■ Supplied data:
[Start of Attachment]
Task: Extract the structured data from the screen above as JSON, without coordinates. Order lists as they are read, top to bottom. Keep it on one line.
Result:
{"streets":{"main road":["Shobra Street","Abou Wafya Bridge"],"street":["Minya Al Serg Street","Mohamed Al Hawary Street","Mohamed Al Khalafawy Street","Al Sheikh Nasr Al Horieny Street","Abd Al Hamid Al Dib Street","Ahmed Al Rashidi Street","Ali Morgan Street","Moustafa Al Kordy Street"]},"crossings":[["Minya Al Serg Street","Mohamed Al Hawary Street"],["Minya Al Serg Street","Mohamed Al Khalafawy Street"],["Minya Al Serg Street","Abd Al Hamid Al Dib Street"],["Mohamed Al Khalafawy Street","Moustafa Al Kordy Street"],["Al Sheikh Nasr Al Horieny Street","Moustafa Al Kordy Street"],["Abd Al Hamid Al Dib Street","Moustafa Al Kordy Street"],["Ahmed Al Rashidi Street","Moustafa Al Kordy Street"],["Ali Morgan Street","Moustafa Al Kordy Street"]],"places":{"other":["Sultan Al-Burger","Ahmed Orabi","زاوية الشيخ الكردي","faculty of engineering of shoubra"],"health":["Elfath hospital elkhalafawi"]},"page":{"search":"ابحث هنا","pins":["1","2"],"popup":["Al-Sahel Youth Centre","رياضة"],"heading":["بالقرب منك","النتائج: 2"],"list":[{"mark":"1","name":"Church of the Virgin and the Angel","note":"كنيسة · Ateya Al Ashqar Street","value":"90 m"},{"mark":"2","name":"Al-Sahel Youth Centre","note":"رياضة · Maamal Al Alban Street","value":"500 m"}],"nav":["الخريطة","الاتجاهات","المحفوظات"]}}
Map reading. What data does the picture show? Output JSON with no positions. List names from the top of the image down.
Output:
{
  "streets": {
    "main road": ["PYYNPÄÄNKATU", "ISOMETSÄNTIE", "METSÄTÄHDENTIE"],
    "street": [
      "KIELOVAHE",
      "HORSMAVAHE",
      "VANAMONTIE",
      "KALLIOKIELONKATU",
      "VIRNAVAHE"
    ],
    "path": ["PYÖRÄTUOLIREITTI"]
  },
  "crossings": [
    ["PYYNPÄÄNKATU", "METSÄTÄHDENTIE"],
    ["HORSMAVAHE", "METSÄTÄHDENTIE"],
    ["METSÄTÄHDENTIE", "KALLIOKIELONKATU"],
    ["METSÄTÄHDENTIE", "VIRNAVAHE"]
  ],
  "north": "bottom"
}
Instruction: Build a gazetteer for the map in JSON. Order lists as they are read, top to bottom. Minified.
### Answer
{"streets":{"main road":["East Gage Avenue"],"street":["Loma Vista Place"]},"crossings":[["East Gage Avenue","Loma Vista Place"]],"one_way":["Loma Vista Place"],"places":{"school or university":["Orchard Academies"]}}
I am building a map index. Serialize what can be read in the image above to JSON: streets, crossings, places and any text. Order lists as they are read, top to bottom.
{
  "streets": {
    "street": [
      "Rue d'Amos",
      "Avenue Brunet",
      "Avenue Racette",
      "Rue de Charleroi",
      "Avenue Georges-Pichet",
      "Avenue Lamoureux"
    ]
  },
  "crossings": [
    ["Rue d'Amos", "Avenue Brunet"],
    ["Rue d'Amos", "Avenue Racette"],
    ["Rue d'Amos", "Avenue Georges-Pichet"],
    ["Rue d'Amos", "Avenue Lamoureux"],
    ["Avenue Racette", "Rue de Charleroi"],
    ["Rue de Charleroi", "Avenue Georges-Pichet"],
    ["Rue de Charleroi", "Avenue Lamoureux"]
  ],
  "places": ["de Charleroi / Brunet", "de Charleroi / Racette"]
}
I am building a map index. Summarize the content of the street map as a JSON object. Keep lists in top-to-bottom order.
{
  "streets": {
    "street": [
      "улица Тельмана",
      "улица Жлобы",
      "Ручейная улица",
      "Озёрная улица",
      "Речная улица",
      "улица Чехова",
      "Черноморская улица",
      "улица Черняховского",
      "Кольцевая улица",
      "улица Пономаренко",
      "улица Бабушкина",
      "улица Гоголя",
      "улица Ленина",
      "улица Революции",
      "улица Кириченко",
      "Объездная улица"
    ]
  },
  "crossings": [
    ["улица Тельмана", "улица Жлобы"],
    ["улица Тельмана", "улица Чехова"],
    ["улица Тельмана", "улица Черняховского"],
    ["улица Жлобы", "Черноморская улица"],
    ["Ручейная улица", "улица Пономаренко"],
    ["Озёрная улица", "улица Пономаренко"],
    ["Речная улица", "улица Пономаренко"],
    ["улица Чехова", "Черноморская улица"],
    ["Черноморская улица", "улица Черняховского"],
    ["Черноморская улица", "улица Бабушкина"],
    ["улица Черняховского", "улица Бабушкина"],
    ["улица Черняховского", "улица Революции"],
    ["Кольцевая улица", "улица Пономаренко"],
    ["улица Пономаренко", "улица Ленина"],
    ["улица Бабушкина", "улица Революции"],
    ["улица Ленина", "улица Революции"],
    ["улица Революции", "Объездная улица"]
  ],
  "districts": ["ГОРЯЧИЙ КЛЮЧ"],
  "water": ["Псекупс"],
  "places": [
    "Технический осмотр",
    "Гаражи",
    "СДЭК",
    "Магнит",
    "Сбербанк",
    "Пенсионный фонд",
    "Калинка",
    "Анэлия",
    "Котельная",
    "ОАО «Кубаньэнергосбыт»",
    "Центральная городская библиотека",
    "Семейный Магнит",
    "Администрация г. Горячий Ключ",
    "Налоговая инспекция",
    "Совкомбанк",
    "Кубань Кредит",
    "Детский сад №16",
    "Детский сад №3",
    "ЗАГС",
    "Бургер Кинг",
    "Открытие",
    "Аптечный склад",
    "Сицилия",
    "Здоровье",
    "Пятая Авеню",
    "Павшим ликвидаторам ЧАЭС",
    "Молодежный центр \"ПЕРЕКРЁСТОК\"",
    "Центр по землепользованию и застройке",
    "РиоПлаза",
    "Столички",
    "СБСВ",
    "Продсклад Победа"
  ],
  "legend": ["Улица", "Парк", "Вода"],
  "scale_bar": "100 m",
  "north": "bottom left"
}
[End of Attachment]
■ Task prompt: The answer should be a single number: the count of lines in the data that include the string "they".

■ Result for this task: 3